Investors were left twixt and tween after the Boral (BLD) annual meeting yesterday. The outlook remains solid and forecasts haven’t changed, and the company hinted at capital management options if there are no acquisitions that fit its criteria.
In fact it was a meeting dominated by caution, and yet the shares eased 1.8% to $5.41, a slightly larger fall than the 1.4% dip in the wider market.
Shareholders couldn’t work out if the caution on spending money on a big acquisition was good news, and whether the flat outlook and capital management options were also positive.
BLD 1Y – Boral offers cautious outlook
Outgoing Boral chairman Bob Every made it clear to the meeting that the company wasn’t looking to make a large acquisition.
In his final address as chairman, Every played down market analysts talk that the company was looking to use its $500 million to $800 million of balance sheet capacity to make a large acquisition in the not too distant future.

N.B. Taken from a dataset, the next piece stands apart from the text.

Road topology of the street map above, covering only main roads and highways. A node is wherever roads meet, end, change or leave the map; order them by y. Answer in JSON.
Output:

"While Boral has the means to grow by acquisition over the medium to long term time horizon, there are no significant acquisitions currently on the table," he said.
“The company will consider value-creating, bolt-on investments where they make business and strategic sense, as well as continuing to invest in innovation platforms to deliver growth."

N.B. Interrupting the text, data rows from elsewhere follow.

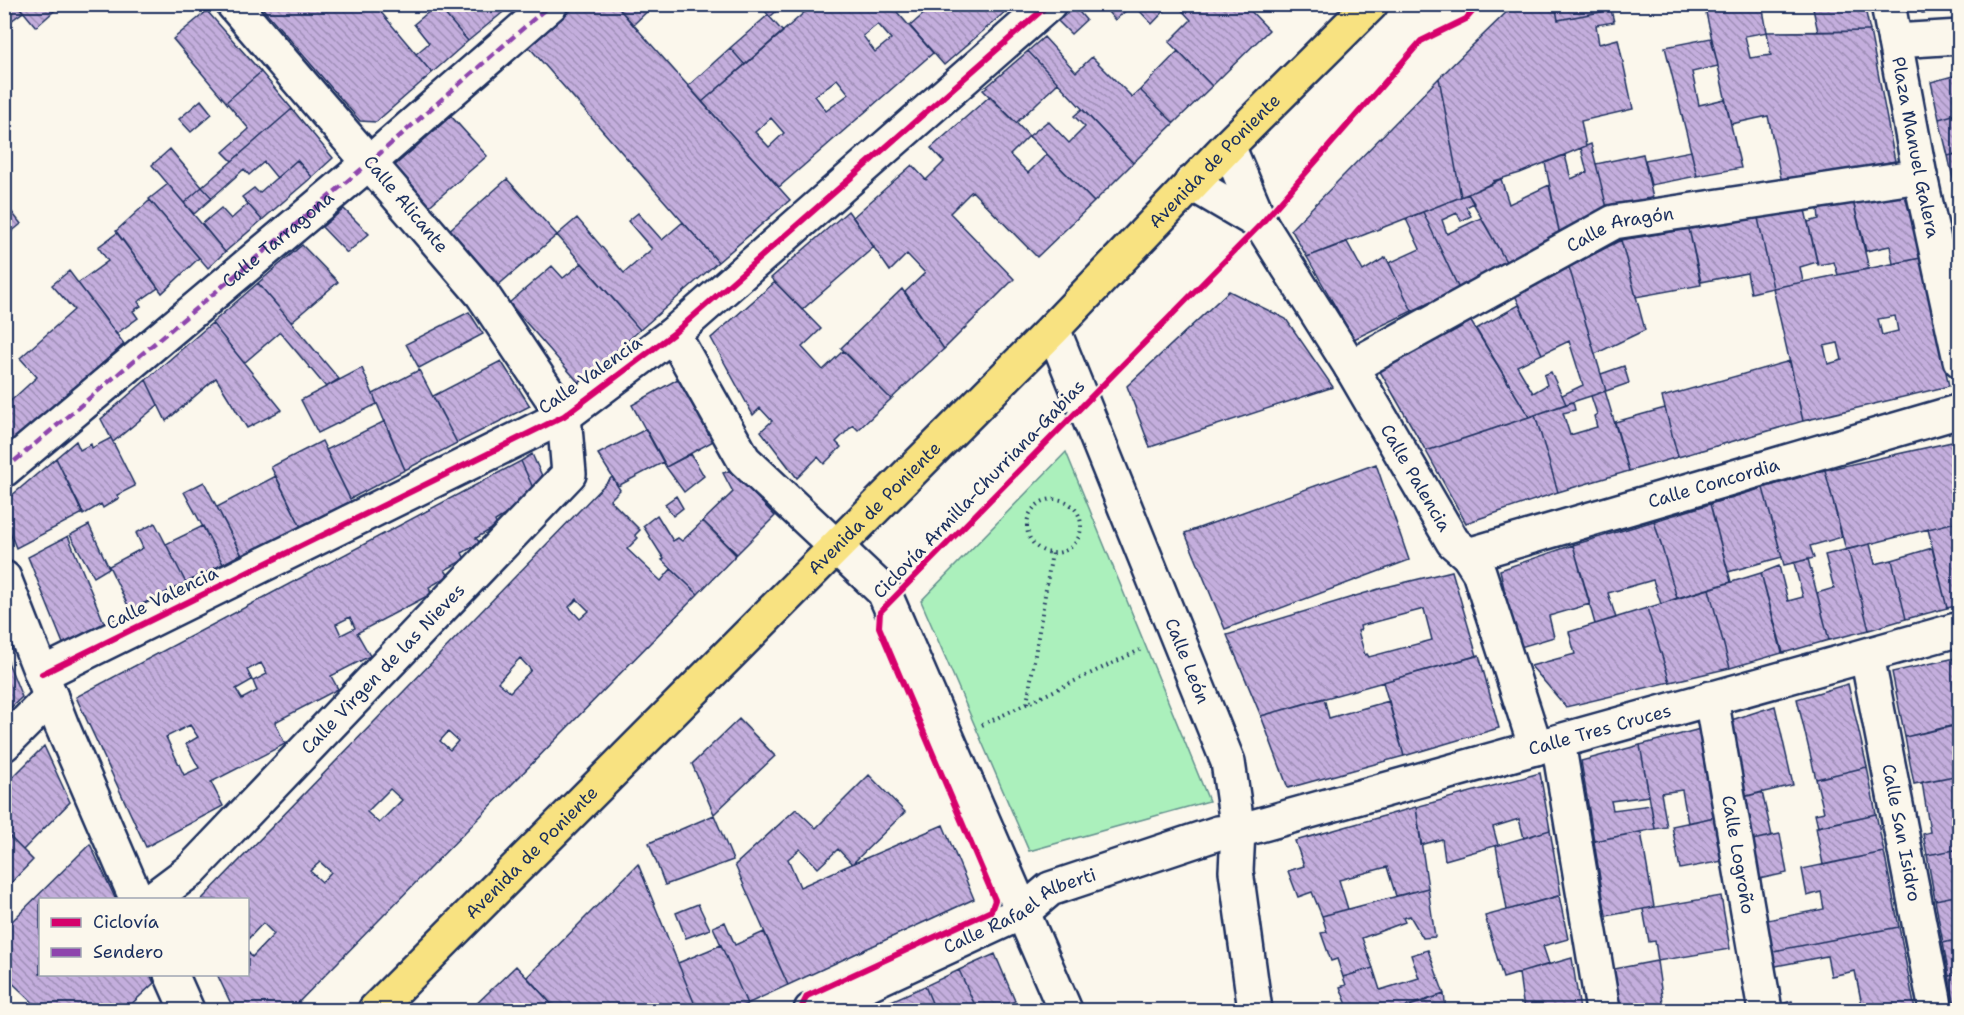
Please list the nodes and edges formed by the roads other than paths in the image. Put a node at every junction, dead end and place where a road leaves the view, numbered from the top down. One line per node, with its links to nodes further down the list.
1 (233, 4): 9 (street, Calle Alicante)
2 (551, 4): 9 (street, Calle Tarragona)
3 (1048, 4): 15 (street, Calle Valencia)
4 (1371, 4): 8 (main road, Avenida de Poniente)
5 (1888, 4): 7 (street, Plaza Manuel Galera)
6 (1959, 37): 7 (street)
7 (1895, 41): 10 (street, Plaza Manuel Galera)
8 (1227, 146): 11 (main road, Avenida de Poniente); 12 (street, Calle Palencia)
9 (370, 162): 19 (street, Calle Alicante); 20 (street, Calle Tarragona)
10 (1920, 176): 13 (street, Plaza Manuel Galera); 17 (street, Calle Aragón)
11 (1191, 183): 12 (street, Calle Palencia); 14 (main road, Avenida de Poniente)
12 (1261, 224): 17 (street, Calle Palencia)
13 (1952, 284): 16 (street, Plaza Manuel Galera)
14 (1053, 329): 21 (main road, Avenida de Poniente); 30 (street, Calle León)
15 (673, 334): 19 (street, Calle Valencia); 21 (street)
16 (1959, 360)
17 (1351, 367): 22 (street, Calle Palencia)
18 (1959, 411): 22 (street, Calle Concordia)
19 (564, 416): 26 (street, Calle Valencia); 32 (street, Calle Virgen de las Nieves)
20 (4, 470)
21 (835, 548): 33 (street); 36 (main road, Avenida de Poniente)
22 (1468, 555): 29 (street, Calle Palencia)
23 (4, 578): 26 (street)
24 (1959, 629): 25 (street, Calle Tres Cruces)
25 (1867, 656): 27 (street, Calle Tres Cruces); 42 (street, Calle San Isidro)
26 (46, 686): 28 (street, Calle Valencia); 31 (street)
27 (1711, 698): 29 (street, Calle Tres Cruces); 41 (street, Calle Logroño)
28 (4, 744)
29 (1547, 745): 30 (street, Calle Tres Cruces); 40 (street, Calle Palencia)
30 (1238, 831): 33 (street, Calle Rafael Alberti); 39 (street, Calle León)
31 (136, 898)
32 (154, 898)
33 (1023, 912): 37 (street, Calle Rafael Alberti); 38 (street)
34 (171, 976): 35 (street)
35 (187, 1011)
36 (375, 1011)
37 (811, 1011)
38 (1065, 1011)
39 (1255, 1011)
40 (1603, 1011)
41 (1765, 1011)
42 (1936, 1011)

CEO Mike Kane though made it clear that an acquisition was very much on the radar for Boral as he told the AGM that the long term priority for the company was to expand further in Asia and the US.
“Our strengthened balance sheet provides us with the option to consider value-creating bolt-on acquisitions in the coming years but only where the business case is the right fit for Boral and our strategic road map,” he told the meeting.

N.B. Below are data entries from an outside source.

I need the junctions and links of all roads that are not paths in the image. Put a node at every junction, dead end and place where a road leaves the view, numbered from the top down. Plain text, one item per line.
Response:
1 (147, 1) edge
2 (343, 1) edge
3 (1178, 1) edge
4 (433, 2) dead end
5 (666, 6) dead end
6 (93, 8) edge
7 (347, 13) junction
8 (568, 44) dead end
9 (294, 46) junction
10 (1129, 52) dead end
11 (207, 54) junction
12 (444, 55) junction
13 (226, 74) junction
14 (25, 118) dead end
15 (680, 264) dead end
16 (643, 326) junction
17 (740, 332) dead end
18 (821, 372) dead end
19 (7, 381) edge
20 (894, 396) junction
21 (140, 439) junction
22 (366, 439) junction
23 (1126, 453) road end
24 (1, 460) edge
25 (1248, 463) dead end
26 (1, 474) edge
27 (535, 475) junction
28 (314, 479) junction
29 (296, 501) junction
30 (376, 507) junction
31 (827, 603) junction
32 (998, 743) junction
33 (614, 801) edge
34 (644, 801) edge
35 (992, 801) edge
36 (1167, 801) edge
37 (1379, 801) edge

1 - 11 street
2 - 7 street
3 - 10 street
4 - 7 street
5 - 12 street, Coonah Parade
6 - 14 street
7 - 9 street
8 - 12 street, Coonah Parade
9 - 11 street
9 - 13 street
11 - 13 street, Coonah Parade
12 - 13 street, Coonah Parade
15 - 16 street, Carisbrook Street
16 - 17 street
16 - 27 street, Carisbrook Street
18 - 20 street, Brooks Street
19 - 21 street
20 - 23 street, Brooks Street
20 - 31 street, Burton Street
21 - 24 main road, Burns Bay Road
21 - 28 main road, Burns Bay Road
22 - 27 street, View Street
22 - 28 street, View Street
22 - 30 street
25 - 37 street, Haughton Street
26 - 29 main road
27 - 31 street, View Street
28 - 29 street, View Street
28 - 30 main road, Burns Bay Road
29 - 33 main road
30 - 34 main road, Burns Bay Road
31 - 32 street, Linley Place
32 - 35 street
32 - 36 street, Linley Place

And if that doesn’t happen, Mr Kane said “Capital management remains an option if growth opportunities do no present themselves”.
Capital management activity isn’t new for Boral. In March the company announced a share buyback for up to 5% of issued capital. It was completed in September.
The meeting was told by Mr Kane that the company’s earnings were matching expectations. The company lifted earnings by around 50% in the year to June, but surprised the market with a forecast of not much change for 2015-16.
That included a forecast that its construction materials and cement division, which accounts for more than half its revenue, would record a similar level of earnings this fiscal year compared to the prior year through June, before “an expected lift” in the year to mid-2017.